ASSIGNMENT.
Determine the number of lines in the listing that include the string "curves"; the reply consists of that number only.
*** Opening DATA RECORDS ***
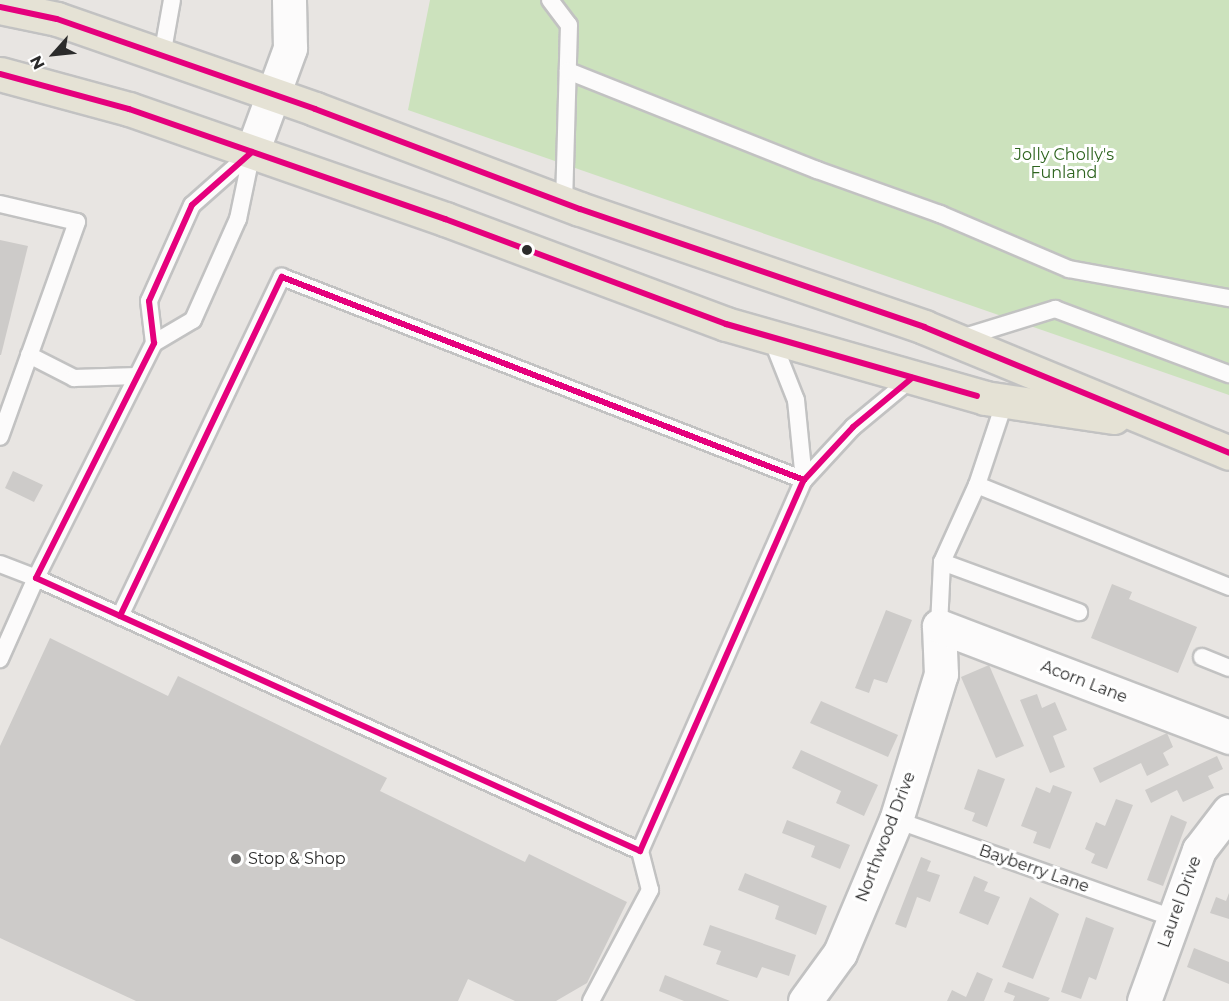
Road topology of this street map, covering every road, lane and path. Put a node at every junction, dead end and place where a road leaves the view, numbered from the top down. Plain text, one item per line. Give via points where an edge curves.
*** Closing DATA RECORDS ***
*** Opening DATA RECORDS ***
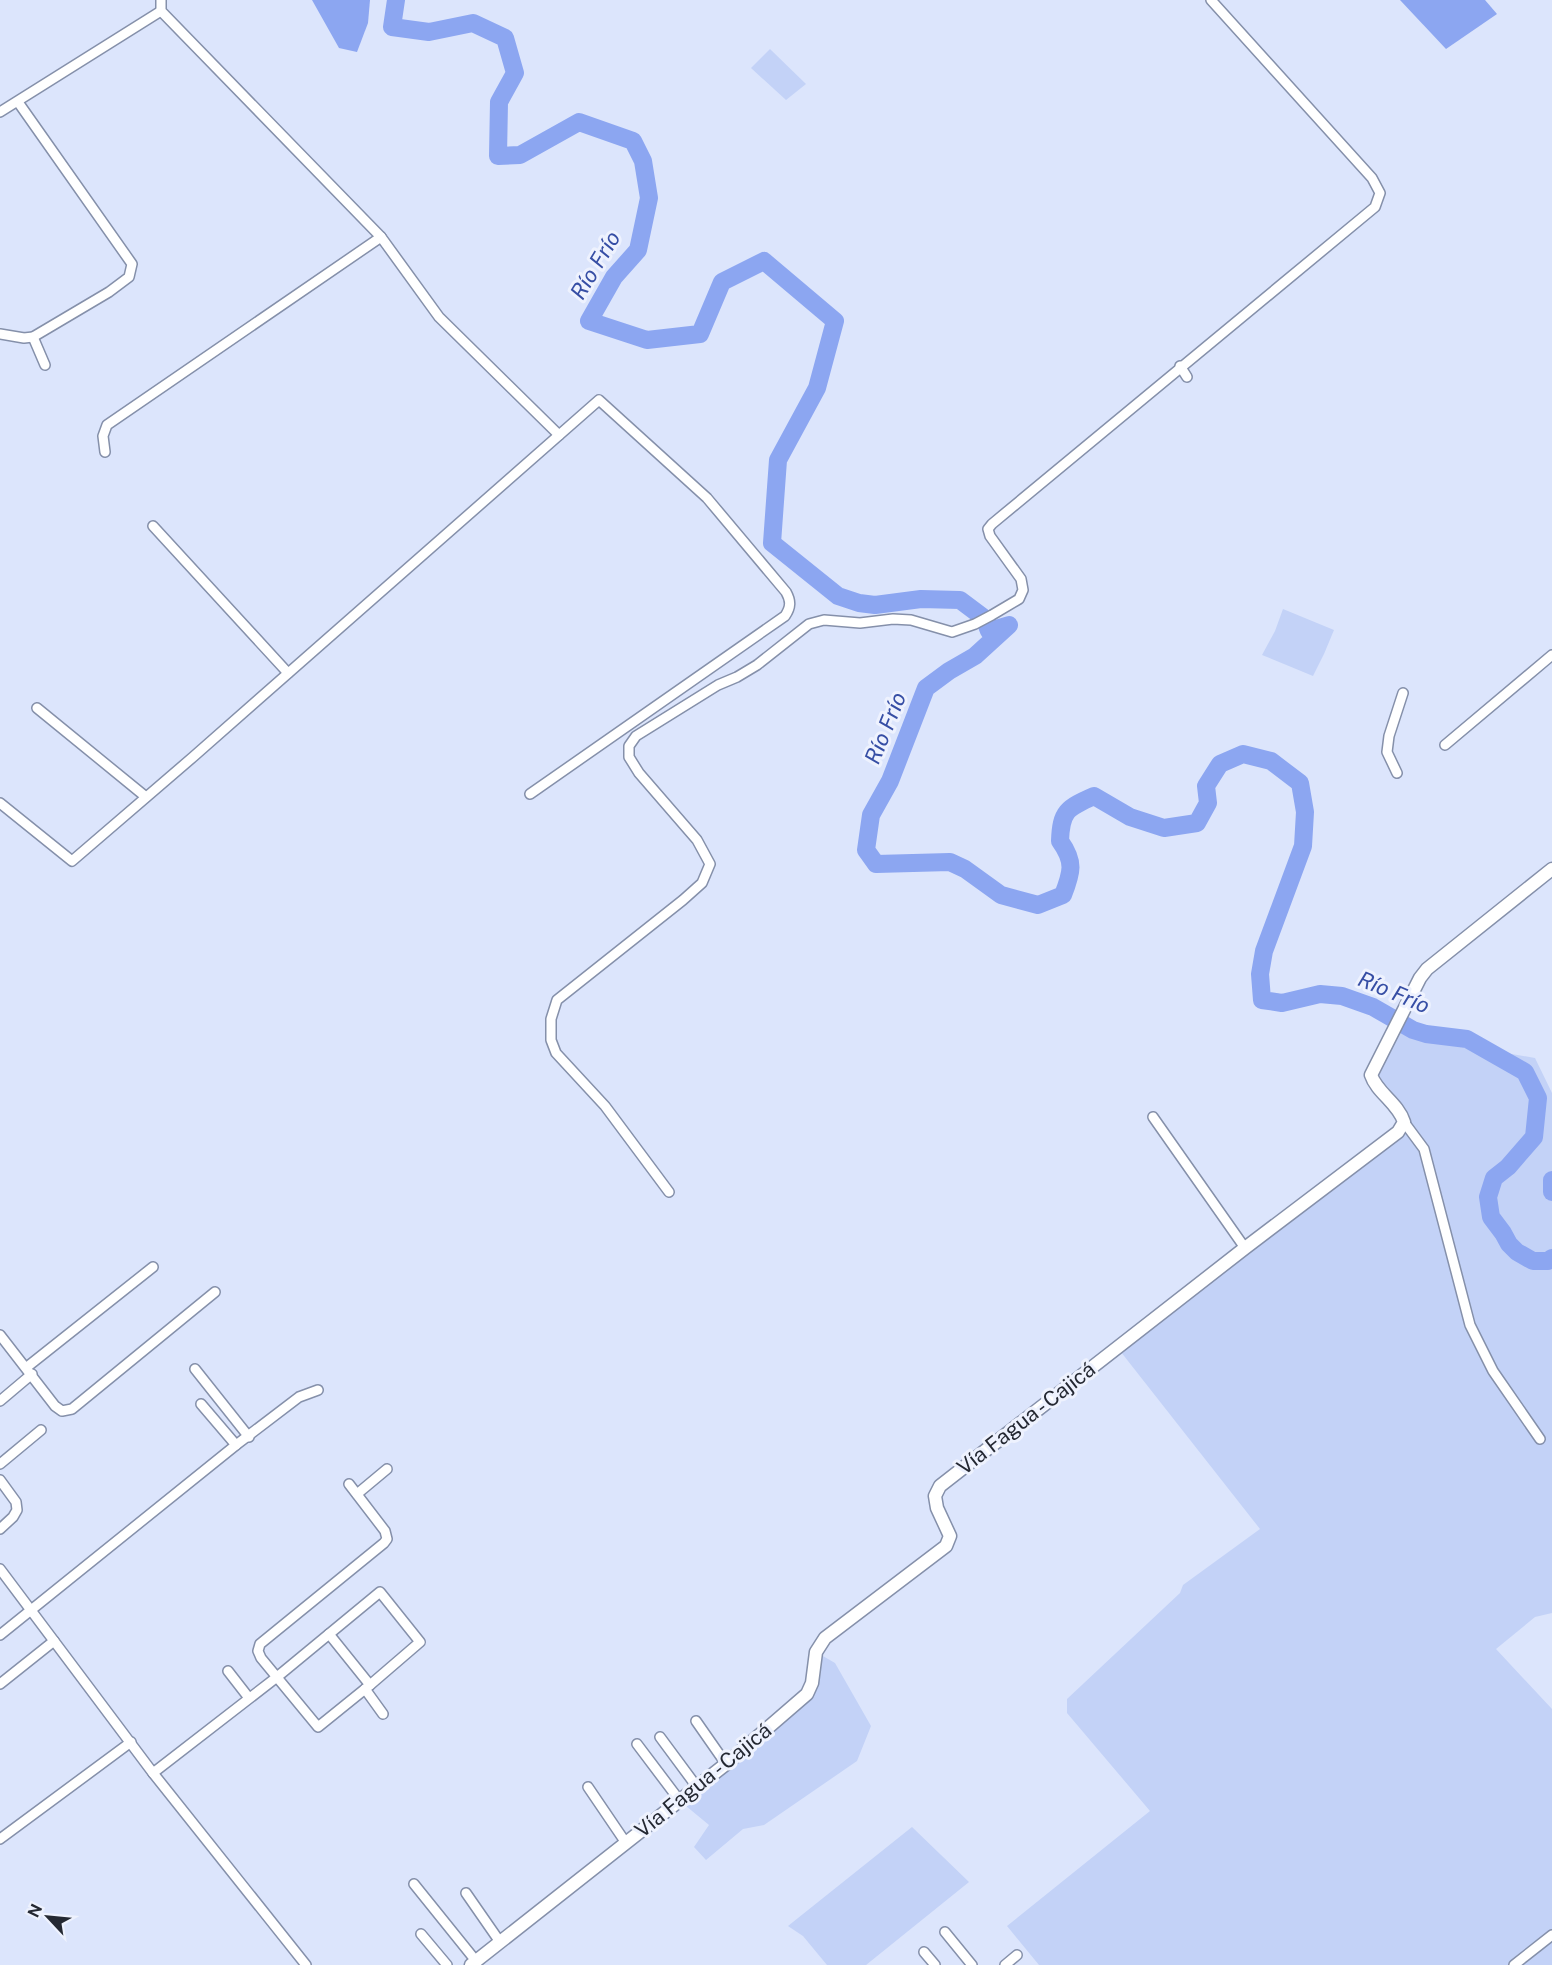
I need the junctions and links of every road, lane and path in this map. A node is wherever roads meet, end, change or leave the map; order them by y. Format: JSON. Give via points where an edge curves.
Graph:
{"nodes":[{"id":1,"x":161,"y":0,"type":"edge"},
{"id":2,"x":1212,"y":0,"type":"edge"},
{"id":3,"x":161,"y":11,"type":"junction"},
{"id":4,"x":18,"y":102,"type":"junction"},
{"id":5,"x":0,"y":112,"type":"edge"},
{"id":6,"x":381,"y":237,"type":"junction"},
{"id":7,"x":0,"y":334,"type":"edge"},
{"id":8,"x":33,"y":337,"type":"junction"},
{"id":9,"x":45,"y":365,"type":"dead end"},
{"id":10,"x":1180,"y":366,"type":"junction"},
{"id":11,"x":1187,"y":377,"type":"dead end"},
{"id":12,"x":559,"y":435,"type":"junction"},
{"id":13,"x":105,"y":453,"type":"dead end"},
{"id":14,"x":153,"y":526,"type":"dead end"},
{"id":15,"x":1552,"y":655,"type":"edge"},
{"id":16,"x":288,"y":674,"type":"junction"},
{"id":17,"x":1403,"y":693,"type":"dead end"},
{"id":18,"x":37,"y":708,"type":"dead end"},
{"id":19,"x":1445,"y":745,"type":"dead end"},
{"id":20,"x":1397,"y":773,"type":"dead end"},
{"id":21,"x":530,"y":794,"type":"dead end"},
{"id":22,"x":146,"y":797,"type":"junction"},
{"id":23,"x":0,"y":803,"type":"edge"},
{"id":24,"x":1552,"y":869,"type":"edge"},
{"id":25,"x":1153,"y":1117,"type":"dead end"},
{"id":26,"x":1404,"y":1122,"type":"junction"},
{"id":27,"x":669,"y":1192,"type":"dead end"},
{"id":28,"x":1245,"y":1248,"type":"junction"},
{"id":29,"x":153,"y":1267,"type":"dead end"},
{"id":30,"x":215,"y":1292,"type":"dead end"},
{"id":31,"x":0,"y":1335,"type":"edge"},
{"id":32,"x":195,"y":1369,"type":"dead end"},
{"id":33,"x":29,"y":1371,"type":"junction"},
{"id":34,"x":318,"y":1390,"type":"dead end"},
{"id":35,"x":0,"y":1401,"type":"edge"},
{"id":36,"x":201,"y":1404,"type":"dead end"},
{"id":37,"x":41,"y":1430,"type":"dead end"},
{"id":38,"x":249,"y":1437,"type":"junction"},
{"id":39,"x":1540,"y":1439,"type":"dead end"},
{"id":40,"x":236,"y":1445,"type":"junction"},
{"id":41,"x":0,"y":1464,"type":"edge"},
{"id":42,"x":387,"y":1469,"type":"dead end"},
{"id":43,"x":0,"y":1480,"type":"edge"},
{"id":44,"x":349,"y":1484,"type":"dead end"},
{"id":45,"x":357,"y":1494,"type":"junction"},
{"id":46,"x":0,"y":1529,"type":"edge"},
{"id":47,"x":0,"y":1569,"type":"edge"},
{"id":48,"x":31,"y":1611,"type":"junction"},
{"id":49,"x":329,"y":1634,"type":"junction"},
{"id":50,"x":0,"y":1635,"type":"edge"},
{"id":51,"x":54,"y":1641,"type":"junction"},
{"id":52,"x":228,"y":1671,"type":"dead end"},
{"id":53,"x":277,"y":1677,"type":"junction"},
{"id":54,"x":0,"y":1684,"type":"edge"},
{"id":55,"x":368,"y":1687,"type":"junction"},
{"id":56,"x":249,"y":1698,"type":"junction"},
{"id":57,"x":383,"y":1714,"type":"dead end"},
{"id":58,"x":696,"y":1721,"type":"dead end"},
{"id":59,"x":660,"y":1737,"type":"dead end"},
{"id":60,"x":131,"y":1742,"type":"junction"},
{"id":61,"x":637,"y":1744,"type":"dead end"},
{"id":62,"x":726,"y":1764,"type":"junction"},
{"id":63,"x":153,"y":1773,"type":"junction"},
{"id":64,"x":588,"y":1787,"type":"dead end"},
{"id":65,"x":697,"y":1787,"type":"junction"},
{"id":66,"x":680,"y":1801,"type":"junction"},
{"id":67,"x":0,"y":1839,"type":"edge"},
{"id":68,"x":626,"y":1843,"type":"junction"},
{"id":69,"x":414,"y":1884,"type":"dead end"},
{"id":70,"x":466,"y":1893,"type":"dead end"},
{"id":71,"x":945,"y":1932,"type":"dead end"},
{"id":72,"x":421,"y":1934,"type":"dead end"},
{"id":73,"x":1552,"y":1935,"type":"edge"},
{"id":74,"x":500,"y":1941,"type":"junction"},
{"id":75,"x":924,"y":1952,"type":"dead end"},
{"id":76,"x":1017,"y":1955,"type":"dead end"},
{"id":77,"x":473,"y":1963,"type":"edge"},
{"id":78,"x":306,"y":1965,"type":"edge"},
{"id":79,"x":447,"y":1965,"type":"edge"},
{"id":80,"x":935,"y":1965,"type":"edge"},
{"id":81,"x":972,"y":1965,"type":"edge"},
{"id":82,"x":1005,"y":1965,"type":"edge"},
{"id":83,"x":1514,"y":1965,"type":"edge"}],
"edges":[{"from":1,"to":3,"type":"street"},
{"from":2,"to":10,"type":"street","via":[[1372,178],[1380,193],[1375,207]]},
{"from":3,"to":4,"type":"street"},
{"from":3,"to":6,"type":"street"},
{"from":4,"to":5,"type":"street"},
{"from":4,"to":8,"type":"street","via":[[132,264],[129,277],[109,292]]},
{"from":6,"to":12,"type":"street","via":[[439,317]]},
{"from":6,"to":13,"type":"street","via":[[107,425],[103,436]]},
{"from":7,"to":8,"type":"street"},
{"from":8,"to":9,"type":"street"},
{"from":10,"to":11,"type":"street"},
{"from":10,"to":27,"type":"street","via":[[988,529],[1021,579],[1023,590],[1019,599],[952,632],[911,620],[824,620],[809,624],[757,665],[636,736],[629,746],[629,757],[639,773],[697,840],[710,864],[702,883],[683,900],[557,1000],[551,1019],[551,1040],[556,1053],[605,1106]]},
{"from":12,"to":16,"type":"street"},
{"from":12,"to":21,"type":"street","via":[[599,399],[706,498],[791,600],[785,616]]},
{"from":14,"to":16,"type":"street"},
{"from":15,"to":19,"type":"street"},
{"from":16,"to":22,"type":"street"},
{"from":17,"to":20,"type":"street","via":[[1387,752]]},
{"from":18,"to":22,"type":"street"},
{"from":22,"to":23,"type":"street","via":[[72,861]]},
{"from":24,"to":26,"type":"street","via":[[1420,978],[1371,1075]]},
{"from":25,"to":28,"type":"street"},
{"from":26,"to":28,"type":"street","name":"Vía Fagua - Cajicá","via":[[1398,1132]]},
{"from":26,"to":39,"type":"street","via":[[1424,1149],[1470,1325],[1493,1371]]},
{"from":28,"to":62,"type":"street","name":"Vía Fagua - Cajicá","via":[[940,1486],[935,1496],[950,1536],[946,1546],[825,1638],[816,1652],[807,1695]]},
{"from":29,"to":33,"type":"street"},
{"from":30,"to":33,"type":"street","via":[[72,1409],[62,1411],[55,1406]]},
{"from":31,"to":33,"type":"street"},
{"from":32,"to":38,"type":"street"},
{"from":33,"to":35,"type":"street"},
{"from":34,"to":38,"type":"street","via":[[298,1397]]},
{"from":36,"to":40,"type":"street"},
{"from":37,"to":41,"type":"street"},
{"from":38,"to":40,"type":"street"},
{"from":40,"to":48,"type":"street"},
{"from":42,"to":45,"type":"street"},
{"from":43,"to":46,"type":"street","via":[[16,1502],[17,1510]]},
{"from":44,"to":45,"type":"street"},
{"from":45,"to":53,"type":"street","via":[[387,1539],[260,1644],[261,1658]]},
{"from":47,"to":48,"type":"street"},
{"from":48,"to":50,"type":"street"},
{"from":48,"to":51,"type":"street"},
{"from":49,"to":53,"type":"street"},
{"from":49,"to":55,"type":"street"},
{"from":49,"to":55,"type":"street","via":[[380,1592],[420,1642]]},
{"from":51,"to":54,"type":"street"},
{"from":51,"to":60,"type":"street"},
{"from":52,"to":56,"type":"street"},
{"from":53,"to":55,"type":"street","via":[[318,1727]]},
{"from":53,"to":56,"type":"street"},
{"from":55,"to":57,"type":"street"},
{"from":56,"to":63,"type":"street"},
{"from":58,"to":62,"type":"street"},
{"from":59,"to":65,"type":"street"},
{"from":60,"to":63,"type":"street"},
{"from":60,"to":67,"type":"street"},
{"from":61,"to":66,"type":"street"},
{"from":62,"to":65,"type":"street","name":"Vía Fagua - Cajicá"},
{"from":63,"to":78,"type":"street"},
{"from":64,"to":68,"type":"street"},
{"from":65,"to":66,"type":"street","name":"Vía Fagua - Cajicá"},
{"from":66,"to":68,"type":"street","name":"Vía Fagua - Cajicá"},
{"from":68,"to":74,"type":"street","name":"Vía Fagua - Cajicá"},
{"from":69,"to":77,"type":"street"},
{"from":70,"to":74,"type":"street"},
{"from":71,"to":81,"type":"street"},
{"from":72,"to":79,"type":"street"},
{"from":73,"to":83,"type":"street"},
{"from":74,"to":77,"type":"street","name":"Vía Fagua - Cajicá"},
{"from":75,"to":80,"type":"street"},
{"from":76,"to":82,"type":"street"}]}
*** Closing DATA RECORDS ***
*** Opening DATA RECORDS ***
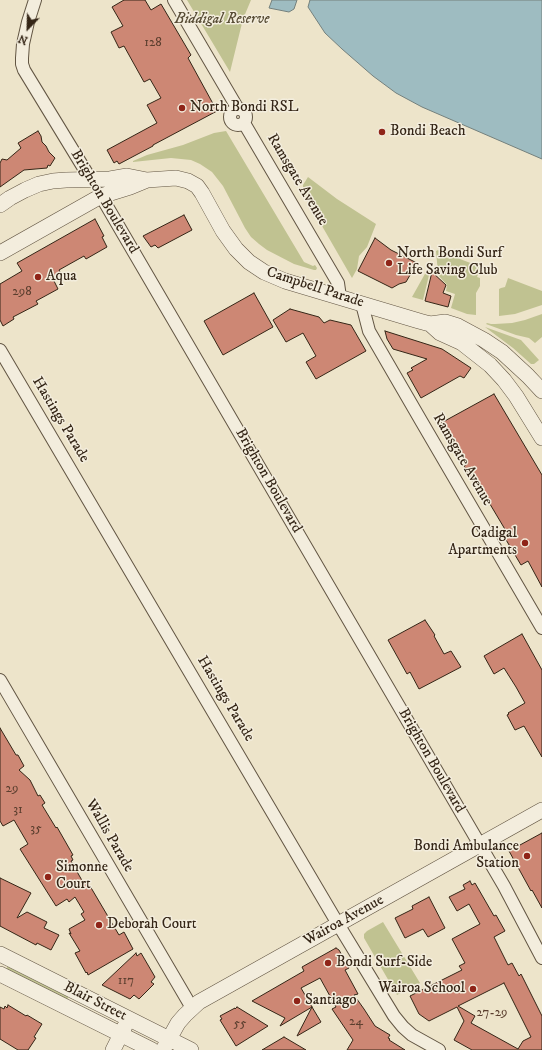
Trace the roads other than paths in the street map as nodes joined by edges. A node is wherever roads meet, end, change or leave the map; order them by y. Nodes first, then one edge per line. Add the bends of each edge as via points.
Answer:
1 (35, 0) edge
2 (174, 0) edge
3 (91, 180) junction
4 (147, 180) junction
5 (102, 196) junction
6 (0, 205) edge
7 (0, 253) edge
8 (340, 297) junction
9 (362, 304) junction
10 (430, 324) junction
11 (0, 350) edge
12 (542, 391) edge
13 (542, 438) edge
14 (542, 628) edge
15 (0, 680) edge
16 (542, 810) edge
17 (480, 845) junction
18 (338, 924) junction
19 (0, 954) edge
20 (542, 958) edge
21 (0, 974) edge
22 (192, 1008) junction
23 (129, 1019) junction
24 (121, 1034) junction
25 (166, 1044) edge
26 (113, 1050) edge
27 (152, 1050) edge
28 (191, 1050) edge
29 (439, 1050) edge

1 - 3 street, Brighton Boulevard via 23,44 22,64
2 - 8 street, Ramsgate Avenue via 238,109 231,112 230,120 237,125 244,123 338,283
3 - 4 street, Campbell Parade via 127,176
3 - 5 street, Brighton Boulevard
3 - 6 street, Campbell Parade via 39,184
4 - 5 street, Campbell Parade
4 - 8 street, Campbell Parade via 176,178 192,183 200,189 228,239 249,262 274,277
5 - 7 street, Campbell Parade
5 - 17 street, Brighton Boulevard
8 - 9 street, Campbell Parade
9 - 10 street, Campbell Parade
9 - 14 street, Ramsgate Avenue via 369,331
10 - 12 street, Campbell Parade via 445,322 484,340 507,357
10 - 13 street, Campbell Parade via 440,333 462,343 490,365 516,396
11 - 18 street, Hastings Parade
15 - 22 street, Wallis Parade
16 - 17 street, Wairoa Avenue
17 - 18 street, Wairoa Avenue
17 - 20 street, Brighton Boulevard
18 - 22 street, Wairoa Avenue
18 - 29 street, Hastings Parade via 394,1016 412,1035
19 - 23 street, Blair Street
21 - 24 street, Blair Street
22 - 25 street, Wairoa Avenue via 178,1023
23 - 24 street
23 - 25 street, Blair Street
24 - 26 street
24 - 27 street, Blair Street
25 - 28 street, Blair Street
*** Closing DATA RECORDS ***
YOUR RESPONSE.
2